Real signature authorization still needs explicit sighash verification and its own positive and negative CKB transaction matrix. lock_args can expose where script-args data comes from, but it does not turn an Address into a signer.

CKB Production Expectations

The CKB profile is strict, and the bundled suite has a defined production boundary:

  • bundled examples compile under the CKB profile;
  • strict v0.16 ProofPlan gate checks pass for the original scoped token, AMM, and launch business actions;
  • bundled business actions have scoped CKB production harnesses;
  • bundled locks have builder-backed valid-spend and invalid-spend matrices;
  • valid CKB transactions are builder-generated and dry-run;
  • malformed transactions are rejected for non-policy/non-capacity reasons;
  • transaction size, cycles, and occupied-capacity evidence are retained;
  • bundled examples are deployed in the CKB production acceptance report;
  • the final production hardening gate must pass.

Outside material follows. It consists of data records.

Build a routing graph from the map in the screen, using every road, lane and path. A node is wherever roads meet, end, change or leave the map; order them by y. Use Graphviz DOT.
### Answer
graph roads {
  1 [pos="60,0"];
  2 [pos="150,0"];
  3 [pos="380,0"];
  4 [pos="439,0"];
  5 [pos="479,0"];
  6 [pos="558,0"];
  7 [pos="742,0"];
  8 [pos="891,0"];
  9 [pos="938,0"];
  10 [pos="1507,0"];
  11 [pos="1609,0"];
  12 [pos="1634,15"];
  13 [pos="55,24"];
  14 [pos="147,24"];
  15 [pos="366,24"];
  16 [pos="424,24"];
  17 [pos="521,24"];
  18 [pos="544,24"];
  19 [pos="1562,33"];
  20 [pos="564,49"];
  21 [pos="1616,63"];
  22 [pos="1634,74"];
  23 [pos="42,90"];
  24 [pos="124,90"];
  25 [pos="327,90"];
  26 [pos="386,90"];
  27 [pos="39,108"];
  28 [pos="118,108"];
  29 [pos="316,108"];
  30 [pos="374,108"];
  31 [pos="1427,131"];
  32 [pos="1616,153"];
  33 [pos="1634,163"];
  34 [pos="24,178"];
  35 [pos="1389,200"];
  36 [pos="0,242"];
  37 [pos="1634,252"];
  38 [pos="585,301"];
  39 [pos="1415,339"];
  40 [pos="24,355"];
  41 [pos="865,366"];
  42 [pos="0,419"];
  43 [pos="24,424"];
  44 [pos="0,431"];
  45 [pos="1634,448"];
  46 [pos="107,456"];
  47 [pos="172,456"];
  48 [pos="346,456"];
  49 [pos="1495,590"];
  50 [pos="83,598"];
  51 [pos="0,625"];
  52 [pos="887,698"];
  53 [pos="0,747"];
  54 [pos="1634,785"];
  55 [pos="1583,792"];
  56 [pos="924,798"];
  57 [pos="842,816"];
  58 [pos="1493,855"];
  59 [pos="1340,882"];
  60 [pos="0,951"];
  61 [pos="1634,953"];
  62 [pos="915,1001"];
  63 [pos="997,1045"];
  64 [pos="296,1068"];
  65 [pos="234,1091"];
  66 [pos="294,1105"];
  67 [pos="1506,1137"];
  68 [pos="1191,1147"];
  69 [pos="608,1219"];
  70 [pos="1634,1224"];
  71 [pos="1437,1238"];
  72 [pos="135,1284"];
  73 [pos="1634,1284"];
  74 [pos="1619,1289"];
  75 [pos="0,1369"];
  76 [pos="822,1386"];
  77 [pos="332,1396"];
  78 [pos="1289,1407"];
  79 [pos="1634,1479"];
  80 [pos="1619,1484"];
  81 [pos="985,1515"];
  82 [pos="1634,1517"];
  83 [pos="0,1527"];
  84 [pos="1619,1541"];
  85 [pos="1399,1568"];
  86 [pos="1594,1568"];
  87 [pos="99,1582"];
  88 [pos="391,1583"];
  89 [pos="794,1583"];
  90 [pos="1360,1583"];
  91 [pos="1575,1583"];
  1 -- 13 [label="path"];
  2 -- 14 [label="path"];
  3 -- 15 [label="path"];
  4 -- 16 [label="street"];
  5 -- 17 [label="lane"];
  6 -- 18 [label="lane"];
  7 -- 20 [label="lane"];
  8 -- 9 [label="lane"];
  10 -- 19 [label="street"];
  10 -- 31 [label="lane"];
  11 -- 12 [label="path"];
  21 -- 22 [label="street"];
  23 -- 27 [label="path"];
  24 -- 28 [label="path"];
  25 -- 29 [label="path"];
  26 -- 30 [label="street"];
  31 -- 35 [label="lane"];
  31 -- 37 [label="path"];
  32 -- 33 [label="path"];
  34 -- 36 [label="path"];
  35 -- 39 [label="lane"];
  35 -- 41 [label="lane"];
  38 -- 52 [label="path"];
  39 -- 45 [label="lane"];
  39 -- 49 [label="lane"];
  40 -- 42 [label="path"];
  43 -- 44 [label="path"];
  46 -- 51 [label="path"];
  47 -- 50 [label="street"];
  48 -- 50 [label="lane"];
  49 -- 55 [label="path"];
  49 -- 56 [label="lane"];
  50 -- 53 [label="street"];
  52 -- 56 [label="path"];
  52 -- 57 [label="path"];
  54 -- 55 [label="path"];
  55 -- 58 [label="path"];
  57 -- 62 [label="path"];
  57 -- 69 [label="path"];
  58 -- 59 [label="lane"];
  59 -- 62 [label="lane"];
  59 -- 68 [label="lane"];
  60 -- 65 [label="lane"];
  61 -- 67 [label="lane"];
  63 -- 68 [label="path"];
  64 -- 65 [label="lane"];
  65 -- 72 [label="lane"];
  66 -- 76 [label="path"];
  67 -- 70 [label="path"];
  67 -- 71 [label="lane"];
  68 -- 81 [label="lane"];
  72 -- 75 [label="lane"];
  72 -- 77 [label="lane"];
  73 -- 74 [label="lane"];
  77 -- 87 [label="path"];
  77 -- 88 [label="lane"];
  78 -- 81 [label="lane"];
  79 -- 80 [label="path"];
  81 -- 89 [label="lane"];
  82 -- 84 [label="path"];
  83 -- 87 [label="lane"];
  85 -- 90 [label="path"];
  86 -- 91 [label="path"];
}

This does not mean arbitrary new contracts are automatically production-ready. Use the examples as patterns, then run your own constraints review, entry ABI review, builder evidence, security review, and chain acceptance evidence.

Production Checklist

Before treating an example-derived contract as deployable, run the compiler-side checks:

cellc fmt --check
cellc check --target-profile ckb --production
cellc build --target riscv64-elf --target-profile ckb --production
cellc verify-artifact build/main.elf --verify-sources --expect-target-profile ckb --production
cellc examples/nft.cell --entry-action transfer --target riscv64-elf --target-profile ckb --primitive-strict 0.16 --production

--entry-action selects a single action entry point for targeted inspection.

For release-facing CKB evidence, run the CellScript acceptance gate:

./scripts/cellscript_gate.sh release

This wrapper runs compiler/backend evidence and the syntax-combination CI preflight before the builder-backed CKB acceptance script, so bundled examples cannot become release evidence if a new syntax/lowering combination is failing.

Do not use compile-only or bounded diagnostic runs as production release evidence. They are helpful during development, but they do not replace the chain acceptance boundary.